Recalling "the frustration that I had watching this unfold and the American people not getting a chance at seeing what was happening," Davi said, "My feeling was it has to be told — I don't care if I get canceled."
An immediately recognizable character actor with scores of film credits ("Licence to Kill," "Die Hard"), Davi — one of Hollywood's few uncloseted conservatives — also maintains a sideline as a jazz vocalist, one who recorded an acclaimed Frank Sinatra tribute album that reached no. 6 on Billboard's jazz albums chart.
Despite their avowed right-leaning political sensibilities, both the filmmaker and his "My Son Hunter" star Laurence Fox sought to lay bare the troubled emotional core of their substance-abusing title character rather than pander to their audience by reducing the president's son to a cardboard villain.
"The important thing for me was telling the story in a humanistic way," Davi explained. "I wanted the audience to be able to be engaged in the emotional life of Hunter Biden — that addiction is a sickness."
"My Son Hunter" was released Sept. 7 on the Breitbart News platform and is also available to stream or download at the film's website.

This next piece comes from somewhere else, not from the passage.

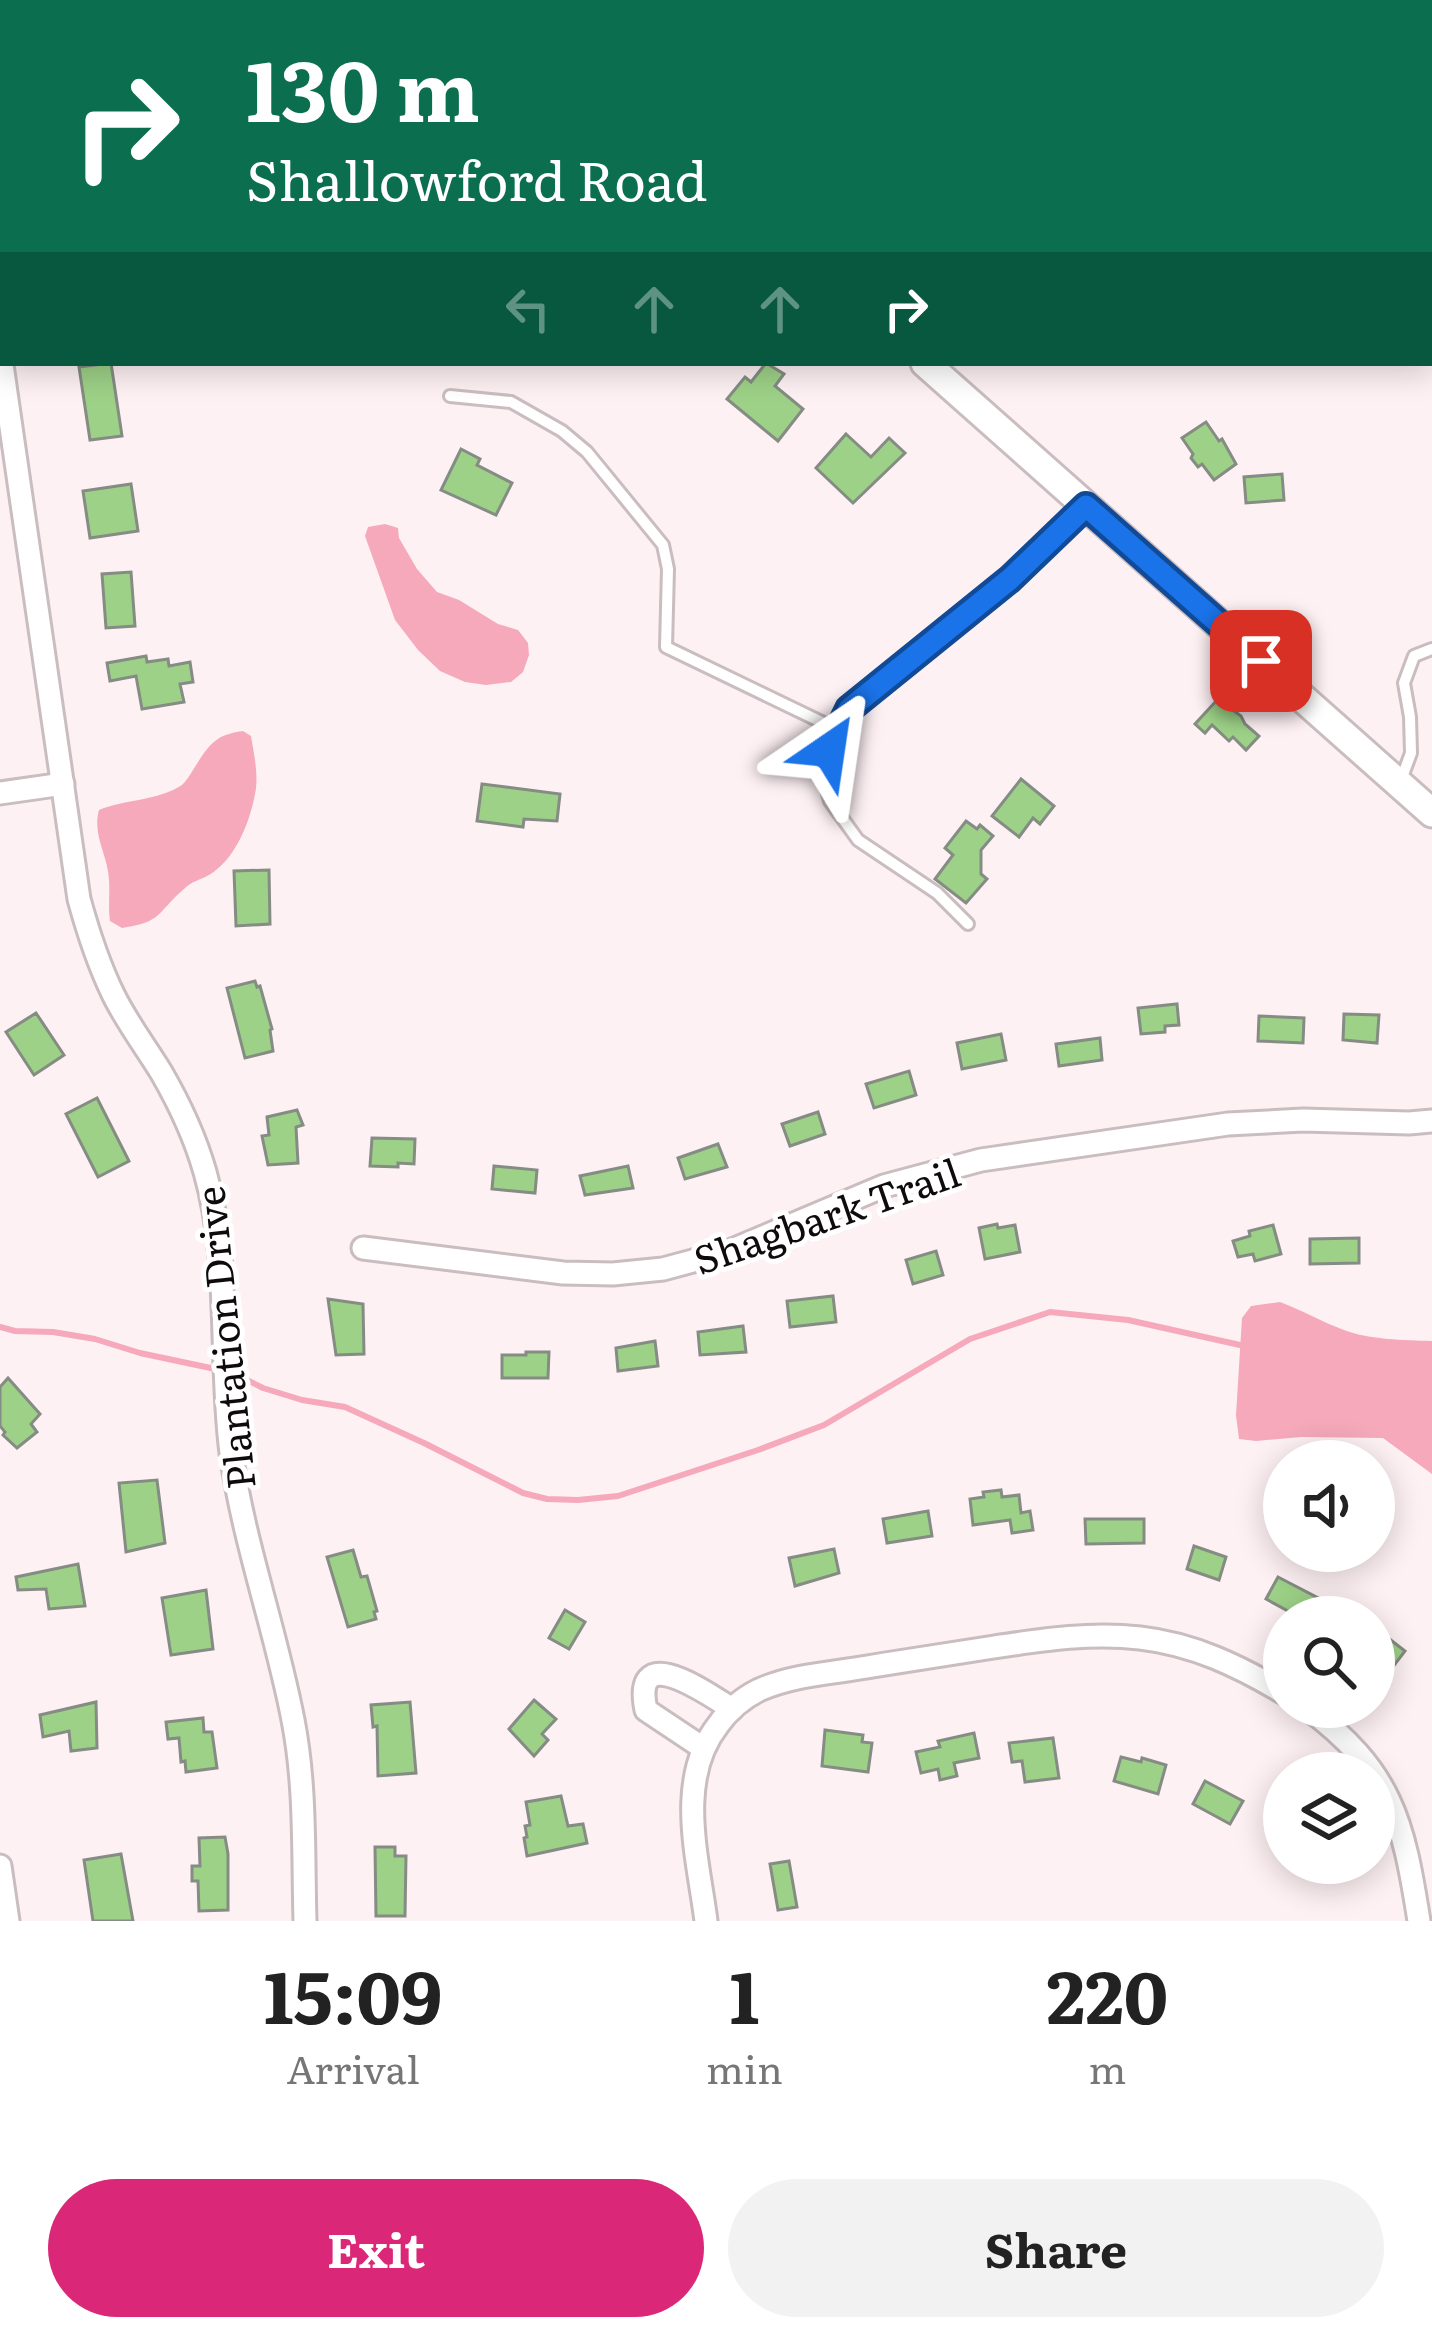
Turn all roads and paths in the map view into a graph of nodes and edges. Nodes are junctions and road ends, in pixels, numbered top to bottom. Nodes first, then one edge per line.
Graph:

Davi is no stranger to the popular conservative media site.
"It was just really exciting when Robert brought this product to us because we know Robert so well," Breitbart Editor in Chief Alex Marlow told "Just the News, Not Noise" cohosts John Solomon and Amanda Head. "He'd been writing for Breitbart since 2009. He's one of the few people out there in Hollywood who has been openly conservative, and is still managing to have a diverse, broad career."
Like the platform's late founder Andrew Breitbart, Davi believes conservatives must redouble their efforts to challenge the left's stranglehold on popular culture.
"Politics is downstream from culture," Davi said. "And one of my frustrations with the conservative movement is not understanding culture enough and using it enough."